For easier setup with LAN access and Firefox CORS support:

# Cross-platform bash script (macOS/Linux/Windows with Git Bash)
./tools/ollama-env.sh firefox   # Firefox with CORS + LAN access
./tools/ollama-env.sh chrome    # Chrome with LAN access

📄 Script file: tools/ollama-env.sh

This script automatically:

  • Configures Ollama for LAN access (0.0.0.0)
  • Sets up CORS for Firefox extensions (if needed)
  • Shows your local IP address for network access
  • Detects your OS (macOS, Linux, Windows) automatically
  • Stops any running Ollama instances before starting

If you don't have the script file, you can download it directly or see the full setup guide: Ollama Setup Guide

More info: https://ollama.com

✅ 3. Pull a Model

ollama pull gemma3:1b

Other options: mistral, llama3:8b, codellama, etc.

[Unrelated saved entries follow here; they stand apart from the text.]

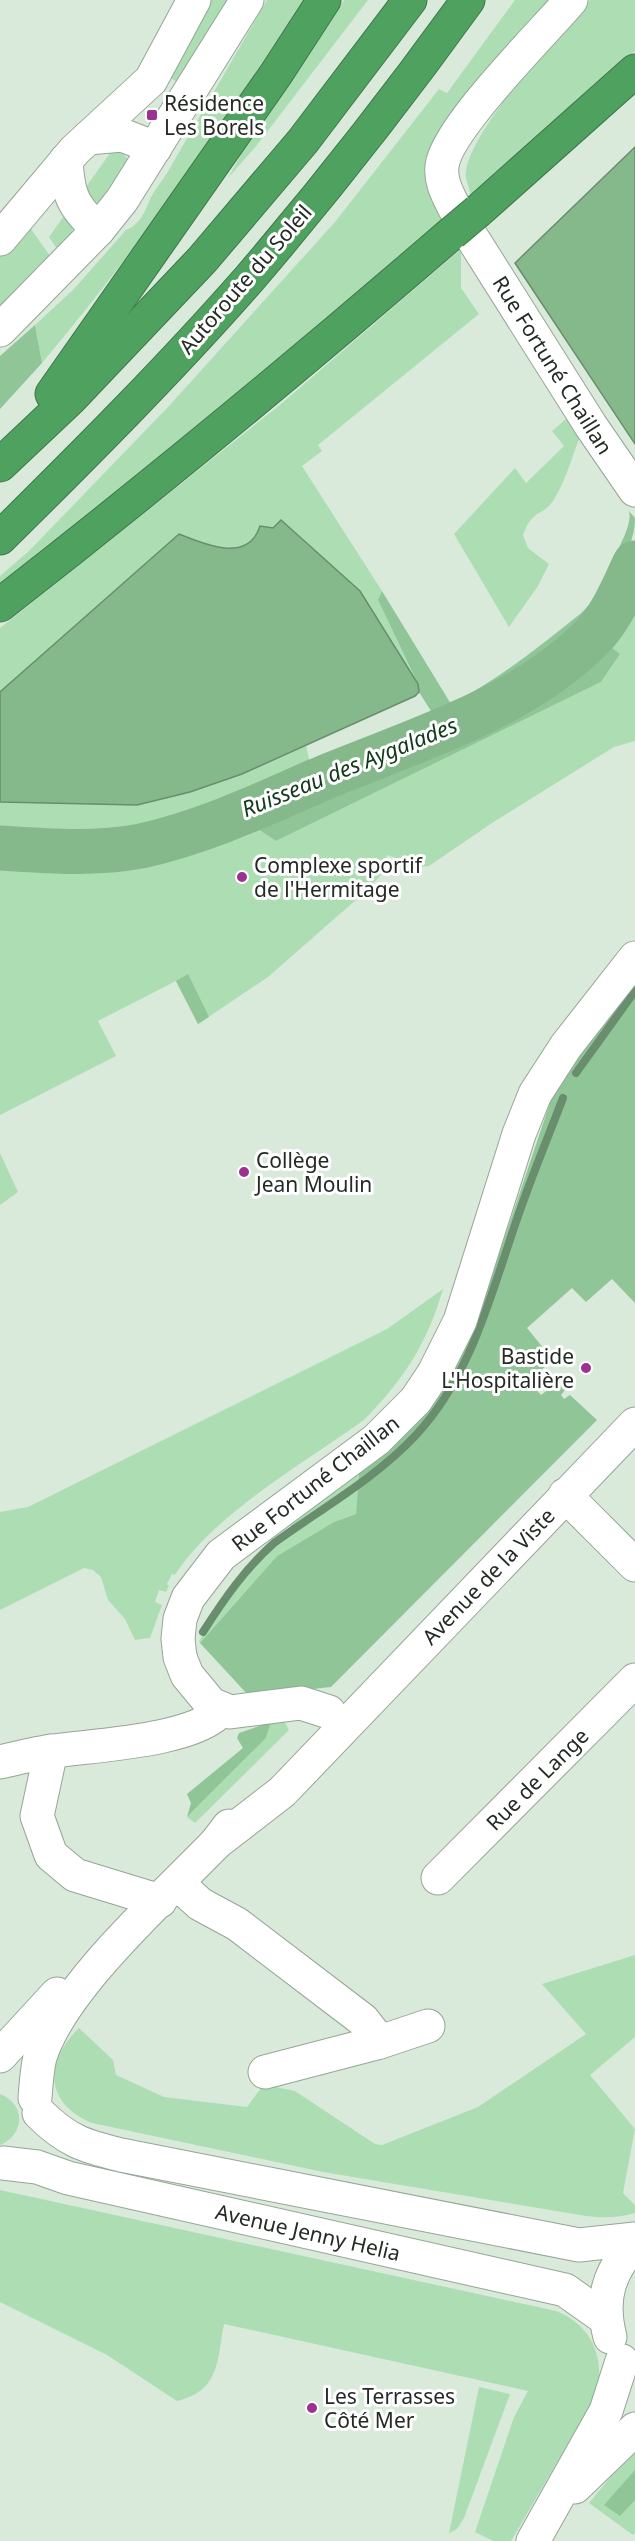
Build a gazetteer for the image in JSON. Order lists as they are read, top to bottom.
{
  "streets": {
    "highway": ["Autoroute du Soleil"],
    "street": [
      "Rue Fortuné Chaillan",
      "Avenue de la Viste",
      "Rue de Lange",
      "Avenue Jenny Helia"
    ]
  },
  "water": ["Ruisseau des Aygalades"],
  "places": {
    "transit": ["Résidence Les Borels"],
    "other": [
      "Complexe sportif de l'Hermitage",
      "Collège Jean Moulin",
      "Bastide L'Hospitalière",
      "Les Terrasses Côté Mer"
    ]
  }
}
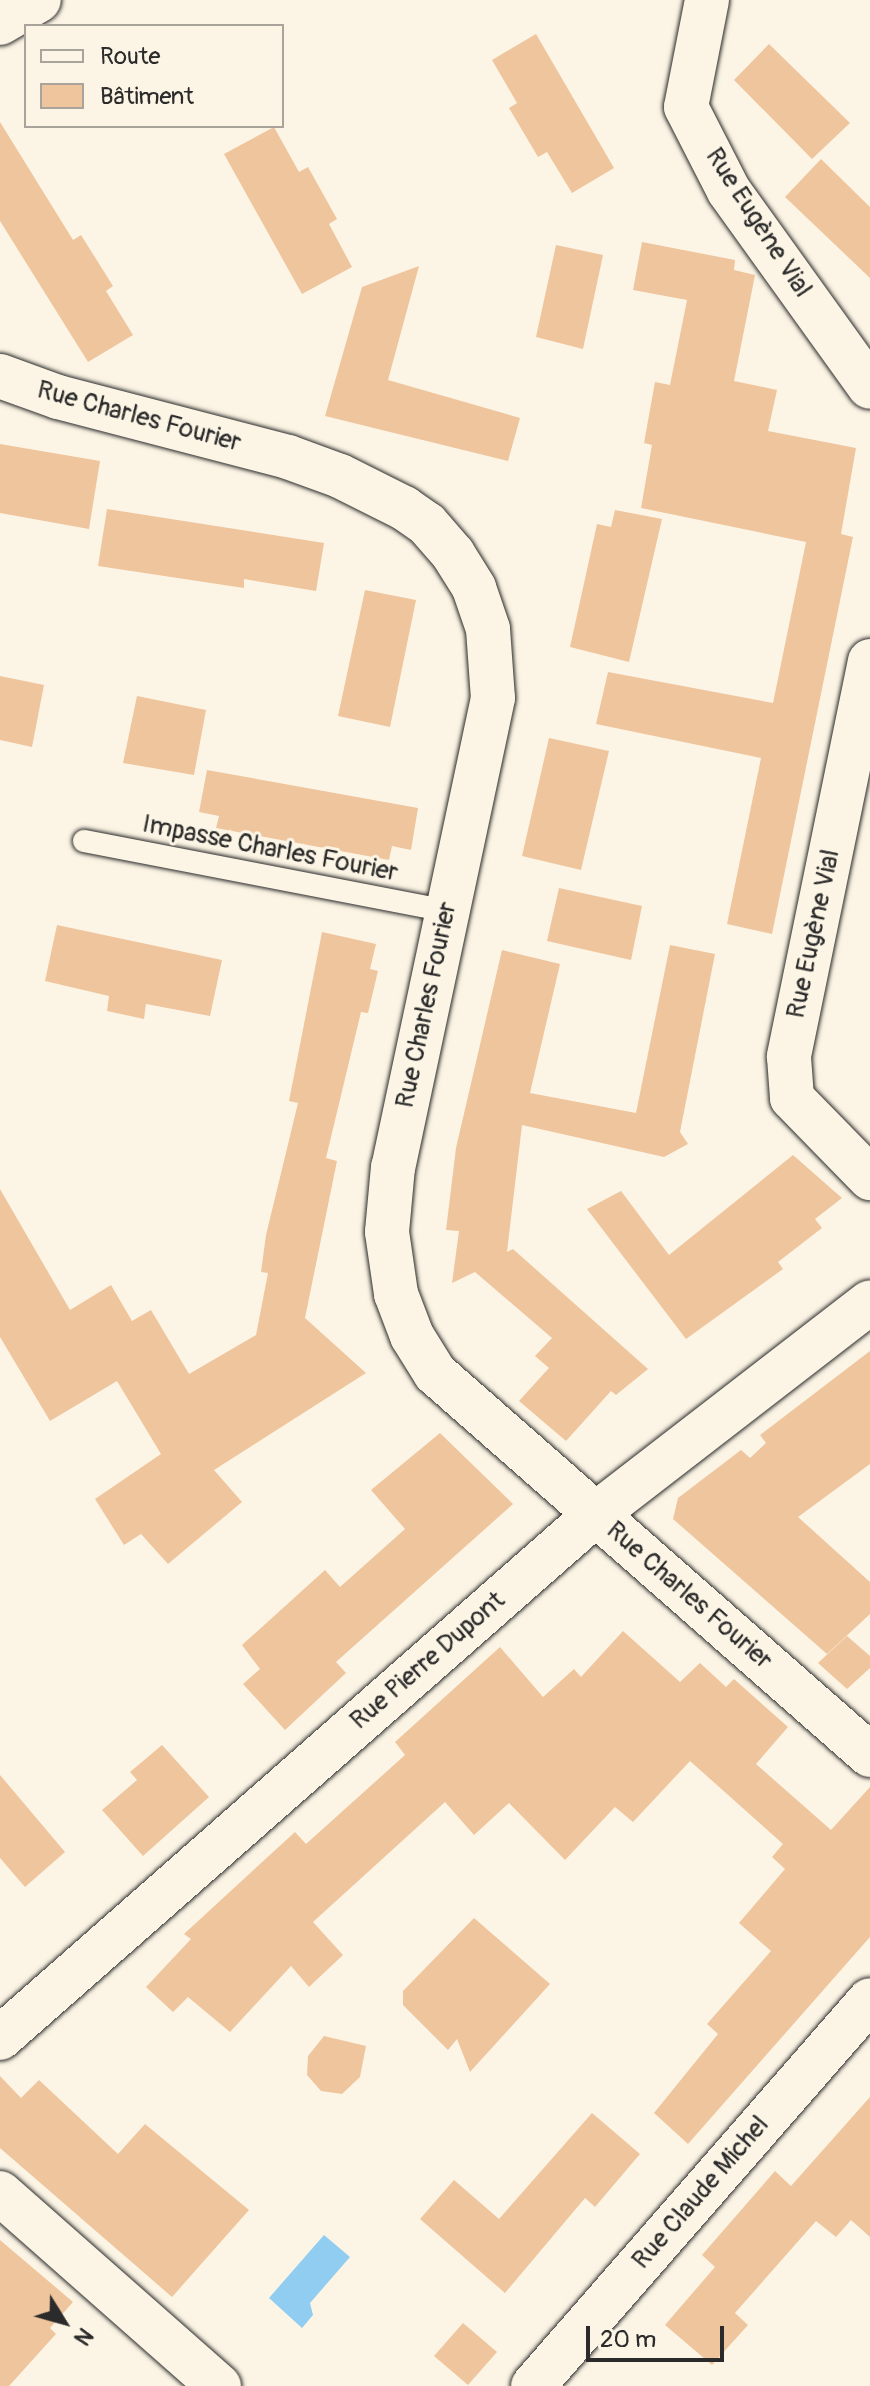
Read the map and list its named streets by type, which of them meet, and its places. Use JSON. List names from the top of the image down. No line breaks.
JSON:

⚙️ 4. Configure the Extension

  • Click the Ollama Client icon

  • Open ⚙️ Settings

  • Set your:

    • Base URL: http://localhost:11434 (default) or your local network IP (e.g., http://192.168.1.100:11434)
    • Default model (e.g. gemma:2b)
    • Theme & appearance
    • Model parameters
    • Prompt templates

💡 Tip: You can use Ollama on a local network server by entering its IP address (e.g., http://192.168.x.x:11434) in the Base URL field. Make sure Ollama is configured with OLLAMA_HOST=0.0.0.0 for LAN access.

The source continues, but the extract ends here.